> **Data for processing**:
· · · · ·

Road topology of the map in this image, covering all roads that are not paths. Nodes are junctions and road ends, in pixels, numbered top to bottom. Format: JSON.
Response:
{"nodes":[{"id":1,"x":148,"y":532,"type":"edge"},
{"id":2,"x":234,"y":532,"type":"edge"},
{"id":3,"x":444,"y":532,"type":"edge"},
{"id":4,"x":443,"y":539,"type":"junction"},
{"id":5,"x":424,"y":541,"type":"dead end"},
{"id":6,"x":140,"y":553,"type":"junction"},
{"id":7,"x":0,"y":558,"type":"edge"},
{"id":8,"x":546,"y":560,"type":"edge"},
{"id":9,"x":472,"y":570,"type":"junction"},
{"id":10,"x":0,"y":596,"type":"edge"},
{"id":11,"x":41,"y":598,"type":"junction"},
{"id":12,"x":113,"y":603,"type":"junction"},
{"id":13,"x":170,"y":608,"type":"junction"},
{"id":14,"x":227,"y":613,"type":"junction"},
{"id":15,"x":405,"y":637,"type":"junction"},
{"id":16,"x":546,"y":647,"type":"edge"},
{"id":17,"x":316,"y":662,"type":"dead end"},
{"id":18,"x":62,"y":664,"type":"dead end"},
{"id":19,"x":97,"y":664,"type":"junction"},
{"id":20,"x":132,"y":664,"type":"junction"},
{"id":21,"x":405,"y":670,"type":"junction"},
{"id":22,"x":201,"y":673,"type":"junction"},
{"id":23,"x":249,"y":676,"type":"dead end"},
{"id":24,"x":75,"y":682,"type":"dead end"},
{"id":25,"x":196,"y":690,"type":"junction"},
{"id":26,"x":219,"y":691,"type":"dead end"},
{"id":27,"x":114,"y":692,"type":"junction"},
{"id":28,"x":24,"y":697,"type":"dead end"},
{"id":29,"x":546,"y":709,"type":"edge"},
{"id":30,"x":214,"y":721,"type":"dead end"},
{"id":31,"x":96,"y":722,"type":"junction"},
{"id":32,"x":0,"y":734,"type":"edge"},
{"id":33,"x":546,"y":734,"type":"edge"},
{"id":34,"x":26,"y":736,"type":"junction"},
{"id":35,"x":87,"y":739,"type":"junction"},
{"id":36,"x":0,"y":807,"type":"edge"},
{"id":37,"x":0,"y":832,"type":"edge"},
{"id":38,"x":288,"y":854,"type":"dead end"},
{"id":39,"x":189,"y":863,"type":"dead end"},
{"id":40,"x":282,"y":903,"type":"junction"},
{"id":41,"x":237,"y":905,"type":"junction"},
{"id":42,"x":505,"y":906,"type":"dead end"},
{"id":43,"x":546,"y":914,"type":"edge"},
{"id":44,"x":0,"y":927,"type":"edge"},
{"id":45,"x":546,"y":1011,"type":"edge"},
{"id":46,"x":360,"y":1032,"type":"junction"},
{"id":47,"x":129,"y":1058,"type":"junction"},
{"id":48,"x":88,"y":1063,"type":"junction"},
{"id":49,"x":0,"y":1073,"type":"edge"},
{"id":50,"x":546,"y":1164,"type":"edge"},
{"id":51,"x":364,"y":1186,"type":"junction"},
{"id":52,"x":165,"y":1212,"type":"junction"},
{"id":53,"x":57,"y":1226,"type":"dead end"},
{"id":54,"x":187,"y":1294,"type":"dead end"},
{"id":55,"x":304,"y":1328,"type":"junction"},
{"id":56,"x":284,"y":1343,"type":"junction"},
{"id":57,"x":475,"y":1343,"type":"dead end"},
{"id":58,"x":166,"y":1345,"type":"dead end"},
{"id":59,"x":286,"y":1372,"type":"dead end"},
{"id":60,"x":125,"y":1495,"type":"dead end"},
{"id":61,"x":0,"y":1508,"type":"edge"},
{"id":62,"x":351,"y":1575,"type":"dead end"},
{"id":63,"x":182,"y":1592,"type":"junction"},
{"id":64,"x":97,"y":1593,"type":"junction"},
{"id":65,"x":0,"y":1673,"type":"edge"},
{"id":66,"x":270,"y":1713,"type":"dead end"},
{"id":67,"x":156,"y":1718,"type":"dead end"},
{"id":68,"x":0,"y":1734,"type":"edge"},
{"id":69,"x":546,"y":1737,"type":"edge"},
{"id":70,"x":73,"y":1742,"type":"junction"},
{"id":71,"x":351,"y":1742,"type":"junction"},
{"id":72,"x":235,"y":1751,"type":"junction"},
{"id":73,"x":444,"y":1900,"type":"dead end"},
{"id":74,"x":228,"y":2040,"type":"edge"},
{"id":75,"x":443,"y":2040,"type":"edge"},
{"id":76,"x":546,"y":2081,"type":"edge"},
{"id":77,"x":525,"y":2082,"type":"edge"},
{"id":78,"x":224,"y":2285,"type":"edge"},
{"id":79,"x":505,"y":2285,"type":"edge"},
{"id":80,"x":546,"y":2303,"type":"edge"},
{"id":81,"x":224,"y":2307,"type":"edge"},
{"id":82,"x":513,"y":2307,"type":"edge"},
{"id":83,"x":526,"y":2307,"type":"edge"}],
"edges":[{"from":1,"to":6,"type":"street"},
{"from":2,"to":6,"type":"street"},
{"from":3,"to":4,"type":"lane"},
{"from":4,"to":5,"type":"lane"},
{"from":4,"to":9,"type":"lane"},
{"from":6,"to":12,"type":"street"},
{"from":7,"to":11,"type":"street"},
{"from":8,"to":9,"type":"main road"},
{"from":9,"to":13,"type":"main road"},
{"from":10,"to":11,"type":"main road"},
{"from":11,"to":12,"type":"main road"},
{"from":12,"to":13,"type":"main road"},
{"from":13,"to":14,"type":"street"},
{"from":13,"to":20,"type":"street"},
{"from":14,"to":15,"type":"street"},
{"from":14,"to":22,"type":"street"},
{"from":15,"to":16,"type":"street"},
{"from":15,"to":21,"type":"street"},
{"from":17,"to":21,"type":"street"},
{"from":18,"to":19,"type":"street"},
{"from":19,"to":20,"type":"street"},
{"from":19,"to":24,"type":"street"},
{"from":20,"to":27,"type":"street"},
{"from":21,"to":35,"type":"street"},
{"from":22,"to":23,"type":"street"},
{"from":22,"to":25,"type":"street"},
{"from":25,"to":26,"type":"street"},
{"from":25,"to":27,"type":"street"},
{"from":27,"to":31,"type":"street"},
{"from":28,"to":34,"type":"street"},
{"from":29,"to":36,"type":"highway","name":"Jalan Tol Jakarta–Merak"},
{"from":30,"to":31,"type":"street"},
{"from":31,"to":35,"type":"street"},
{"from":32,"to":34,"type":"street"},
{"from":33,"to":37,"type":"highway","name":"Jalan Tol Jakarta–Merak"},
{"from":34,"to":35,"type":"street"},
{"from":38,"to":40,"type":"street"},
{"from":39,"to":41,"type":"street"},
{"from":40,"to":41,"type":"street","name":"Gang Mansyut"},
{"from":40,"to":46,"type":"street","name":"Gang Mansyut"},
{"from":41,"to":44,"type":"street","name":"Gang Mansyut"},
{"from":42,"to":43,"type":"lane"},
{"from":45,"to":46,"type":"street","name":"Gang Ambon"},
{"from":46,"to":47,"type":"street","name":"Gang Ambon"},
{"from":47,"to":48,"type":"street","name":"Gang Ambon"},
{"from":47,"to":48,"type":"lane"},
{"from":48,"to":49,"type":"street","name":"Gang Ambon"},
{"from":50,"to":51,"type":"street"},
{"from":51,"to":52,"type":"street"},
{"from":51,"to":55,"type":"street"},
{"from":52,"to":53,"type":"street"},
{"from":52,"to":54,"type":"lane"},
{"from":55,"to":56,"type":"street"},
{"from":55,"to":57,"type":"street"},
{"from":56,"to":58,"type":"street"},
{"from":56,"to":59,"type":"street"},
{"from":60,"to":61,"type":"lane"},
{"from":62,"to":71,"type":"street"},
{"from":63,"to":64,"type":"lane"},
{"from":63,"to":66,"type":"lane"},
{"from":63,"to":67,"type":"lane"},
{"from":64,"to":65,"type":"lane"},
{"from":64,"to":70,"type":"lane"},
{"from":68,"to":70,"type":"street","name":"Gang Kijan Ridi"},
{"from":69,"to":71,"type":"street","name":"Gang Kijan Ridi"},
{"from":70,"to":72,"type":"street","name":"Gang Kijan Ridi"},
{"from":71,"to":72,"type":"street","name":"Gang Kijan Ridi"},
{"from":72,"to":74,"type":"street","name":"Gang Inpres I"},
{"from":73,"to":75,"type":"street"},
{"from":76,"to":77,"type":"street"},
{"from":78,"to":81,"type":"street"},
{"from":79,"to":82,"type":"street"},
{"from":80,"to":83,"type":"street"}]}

· · · · ·

> **Assignment**: Please return a copy of each line in the entries that has the string "main".

> **Exercise response**:
{"from":8,"to":9,"type":"main road"},
{"from":9,"to":13,"type":"main road"},
{"from":10,"to":11,"type":"main road"},
{"from":11,"to":12,"type":"main road"},
{"from":12,"to":13,"type":"main road"},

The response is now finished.